Titre original : Diario de un killer sentimental
Traduction par Jeanne Peyras
(Éditions Métailié, 2002)
Romancier de renom, - on lui doit un des plus beaux livre de la littérature, Le vieux qui lisait des romans d'amour - le Chilien Luis Sepúlveda était aussi auteur de littérature jeunesse, chroniqueur et nouvelliste. Ce livre propose trois récits courts : Journal d'un tueur sentimental, Hot line et Yacaré, trois variations teintées d'ironie de récit noir. Dans le premier, le narrateur est un tueur à gage soucieux de professionnalisme mais que l'amour perturbe...

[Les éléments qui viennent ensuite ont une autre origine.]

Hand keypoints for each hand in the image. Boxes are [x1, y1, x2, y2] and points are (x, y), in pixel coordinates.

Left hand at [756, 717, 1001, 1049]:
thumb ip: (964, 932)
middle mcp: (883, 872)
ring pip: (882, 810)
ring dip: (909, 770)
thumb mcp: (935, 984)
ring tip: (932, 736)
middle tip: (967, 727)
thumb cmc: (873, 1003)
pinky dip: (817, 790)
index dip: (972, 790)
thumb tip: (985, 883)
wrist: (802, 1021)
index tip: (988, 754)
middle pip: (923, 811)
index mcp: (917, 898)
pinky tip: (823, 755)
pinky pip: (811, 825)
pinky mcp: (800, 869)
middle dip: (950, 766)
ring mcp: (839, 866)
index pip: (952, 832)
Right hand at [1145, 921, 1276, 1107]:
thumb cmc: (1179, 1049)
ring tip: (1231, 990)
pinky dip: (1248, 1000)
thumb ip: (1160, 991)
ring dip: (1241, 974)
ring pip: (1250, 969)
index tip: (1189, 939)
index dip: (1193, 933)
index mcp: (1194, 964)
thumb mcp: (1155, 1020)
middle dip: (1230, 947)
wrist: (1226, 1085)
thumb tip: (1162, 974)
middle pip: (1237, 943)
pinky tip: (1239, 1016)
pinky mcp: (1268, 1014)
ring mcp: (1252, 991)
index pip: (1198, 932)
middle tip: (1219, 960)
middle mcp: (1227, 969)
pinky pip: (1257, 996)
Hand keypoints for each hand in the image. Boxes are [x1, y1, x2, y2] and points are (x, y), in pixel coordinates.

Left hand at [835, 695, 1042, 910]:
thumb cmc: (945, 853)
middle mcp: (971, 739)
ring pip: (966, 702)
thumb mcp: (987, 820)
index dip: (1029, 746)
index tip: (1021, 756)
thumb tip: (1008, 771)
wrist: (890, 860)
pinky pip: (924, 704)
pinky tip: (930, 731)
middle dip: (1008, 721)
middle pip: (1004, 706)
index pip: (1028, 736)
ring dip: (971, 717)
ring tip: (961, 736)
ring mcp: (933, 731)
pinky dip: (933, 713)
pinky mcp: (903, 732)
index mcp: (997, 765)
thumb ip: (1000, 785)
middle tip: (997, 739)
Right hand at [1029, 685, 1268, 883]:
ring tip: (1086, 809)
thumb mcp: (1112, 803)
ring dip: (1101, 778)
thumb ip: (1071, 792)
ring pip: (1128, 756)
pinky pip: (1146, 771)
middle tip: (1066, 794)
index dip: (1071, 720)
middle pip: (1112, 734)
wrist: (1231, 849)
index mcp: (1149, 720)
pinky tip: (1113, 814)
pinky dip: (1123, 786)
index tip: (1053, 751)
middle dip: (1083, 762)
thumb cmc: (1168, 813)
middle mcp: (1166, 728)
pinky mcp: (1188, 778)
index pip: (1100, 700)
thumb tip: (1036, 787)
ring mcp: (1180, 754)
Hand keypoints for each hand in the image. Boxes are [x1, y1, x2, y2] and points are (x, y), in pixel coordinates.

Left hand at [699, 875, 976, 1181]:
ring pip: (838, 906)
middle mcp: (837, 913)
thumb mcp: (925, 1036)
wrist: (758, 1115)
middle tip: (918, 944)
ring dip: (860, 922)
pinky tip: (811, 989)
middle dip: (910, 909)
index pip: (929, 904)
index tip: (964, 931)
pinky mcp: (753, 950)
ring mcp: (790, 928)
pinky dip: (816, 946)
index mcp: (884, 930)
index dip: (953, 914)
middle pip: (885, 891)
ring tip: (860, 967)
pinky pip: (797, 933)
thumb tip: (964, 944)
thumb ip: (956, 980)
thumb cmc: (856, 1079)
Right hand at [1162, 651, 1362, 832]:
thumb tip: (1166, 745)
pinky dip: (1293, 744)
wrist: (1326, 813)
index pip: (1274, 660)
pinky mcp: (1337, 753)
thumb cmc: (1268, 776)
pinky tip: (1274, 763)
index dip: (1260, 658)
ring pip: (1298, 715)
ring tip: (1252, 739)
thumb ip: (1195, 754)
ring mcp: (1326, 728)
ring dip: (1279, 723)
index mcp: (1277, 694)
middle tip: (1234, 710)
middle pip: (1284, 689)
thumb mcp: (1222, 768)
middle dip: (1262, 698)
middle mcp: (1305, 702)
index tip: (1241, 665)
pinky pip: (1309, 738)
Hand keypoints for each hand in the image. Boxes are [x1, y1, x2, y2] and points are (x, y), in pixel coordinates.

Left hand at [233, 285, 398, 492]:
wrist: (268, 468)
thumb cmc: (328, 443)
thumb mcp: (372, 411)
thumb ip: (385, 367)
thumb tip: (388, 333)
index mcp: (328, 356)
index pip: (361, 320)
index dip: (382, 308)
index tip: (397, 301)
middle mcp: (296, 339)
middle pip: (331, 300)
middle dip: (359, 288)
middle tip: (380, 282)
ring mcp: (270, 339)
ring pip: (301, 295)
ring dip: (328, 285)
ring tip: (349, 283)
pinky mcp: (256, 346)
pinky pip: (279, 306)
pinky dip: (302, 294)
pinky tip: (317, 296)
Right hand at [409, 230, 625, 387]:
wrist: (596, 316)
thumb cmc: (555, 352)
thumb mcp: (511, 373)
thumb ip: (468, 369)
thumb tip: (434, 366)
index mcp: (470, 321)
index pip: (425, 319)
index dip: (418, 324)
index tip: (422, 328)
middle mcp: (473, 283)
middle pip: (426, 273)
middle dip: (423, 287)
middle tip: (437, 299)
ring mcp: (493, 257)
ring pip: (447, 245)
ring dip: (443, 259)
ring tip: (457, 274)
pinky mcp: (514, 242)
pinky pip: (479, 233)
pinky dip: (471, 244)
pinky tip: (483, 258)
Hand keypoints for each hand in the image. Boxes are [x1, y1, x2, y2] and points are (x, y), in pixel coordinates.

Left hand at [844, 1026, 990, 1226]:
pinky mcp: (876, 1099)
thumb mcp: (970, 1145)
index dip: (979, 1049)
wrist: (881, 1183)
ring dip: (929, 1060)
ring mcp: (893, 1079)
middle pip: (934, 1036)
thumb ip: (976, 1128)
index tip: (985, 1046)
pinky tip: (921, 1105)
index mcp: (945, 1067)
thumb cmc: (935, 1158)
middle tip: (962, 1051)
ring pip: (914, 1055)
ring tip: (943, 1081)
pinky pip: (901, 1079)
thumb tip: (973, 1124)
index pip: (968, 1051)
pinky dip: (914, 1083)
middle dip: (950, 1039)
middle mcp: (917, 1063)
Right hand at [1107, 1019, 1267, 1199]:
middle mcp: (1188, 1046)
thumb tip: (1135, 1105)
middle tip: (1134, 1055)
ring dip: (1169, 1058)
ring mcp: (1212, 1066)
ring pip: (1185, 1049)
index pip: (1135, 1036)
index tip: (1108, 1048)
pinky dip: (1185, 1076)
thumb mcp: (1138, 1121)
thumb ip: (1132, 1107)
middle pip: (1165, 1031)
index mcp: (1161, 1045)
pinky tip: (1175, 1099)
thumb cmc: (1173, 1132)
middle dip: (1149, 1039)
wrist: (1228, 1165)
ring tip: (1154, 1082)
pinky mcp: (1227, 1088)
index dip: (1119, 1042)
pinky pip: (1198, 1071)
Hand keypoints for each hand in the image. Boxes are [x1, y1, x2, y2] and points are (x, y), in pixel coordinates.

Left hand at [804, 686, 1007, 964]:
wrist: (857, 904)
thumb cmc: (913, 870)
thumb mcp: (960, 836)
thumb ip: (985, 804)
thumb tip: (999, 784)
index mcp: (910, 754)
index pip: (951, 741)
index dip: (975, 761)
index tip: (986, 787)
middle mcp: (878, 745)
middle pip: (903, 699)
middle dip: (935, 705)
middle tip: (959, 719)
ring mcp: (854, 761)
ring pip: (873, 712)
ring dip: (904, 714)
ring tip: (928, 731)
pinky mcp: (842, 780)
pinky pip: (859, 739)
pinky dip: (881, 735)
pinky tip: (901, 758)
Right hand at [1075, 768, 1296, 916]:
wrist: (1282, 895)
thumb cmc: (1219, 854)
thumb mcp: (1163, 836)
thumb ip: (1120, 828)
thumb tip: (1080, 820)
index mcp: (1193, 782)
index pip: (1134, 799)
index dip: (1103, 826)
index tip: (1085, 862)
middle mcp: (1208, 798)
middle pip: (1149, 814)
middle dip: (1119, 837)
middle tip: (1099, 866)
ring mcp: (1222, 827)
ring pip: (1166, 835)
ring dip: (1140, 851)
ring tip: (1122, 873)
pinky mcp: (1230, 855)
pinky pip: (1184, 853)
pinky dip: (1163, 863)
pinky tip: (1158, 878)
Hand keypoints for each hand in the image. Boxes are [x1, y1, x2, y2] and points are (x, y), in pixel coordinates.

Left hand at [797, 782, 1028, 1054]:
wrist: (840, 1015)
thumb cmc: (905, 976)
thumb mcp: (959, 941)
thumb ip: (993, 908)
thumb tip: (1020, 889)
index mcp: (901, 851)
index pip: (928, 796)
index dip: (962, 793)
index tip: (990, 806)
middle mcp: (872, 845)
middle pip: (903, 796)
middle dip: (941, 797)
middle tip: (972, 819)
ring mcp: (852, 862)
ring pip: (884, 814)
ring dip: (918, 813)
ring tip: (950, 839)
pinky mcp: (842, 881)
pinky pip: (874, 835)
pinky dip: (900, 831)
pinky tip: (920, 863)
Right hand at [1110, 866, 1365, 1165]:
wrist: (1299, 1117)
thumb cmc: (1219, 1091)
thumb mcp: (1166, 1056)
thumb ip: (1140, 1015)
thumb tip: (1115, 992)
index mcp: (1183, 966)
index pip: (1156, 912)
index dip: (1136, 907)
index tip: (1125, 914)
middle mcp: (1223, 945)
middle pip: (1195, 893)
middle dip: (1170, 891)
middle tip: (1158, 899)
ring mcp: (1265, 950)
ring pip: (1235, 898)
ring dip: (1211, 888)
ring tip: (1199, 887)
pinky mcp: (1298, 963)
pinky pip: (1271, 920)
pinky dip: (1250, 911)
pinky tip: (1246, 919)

On notera que dans Yacaré, dont le sujet est un trafic de peaux de crocodile, on retrouve les thèmes qui sont chers à l'auteur : la défense de la nature et des peuples autochtones. Les yacarés sont une variété brésilienne de crocodile. Luis Sepúlveda, en 1978, avait partagé la vie des Indiens shuars et il avait milité avec Greenpeace de 1982 a 1987.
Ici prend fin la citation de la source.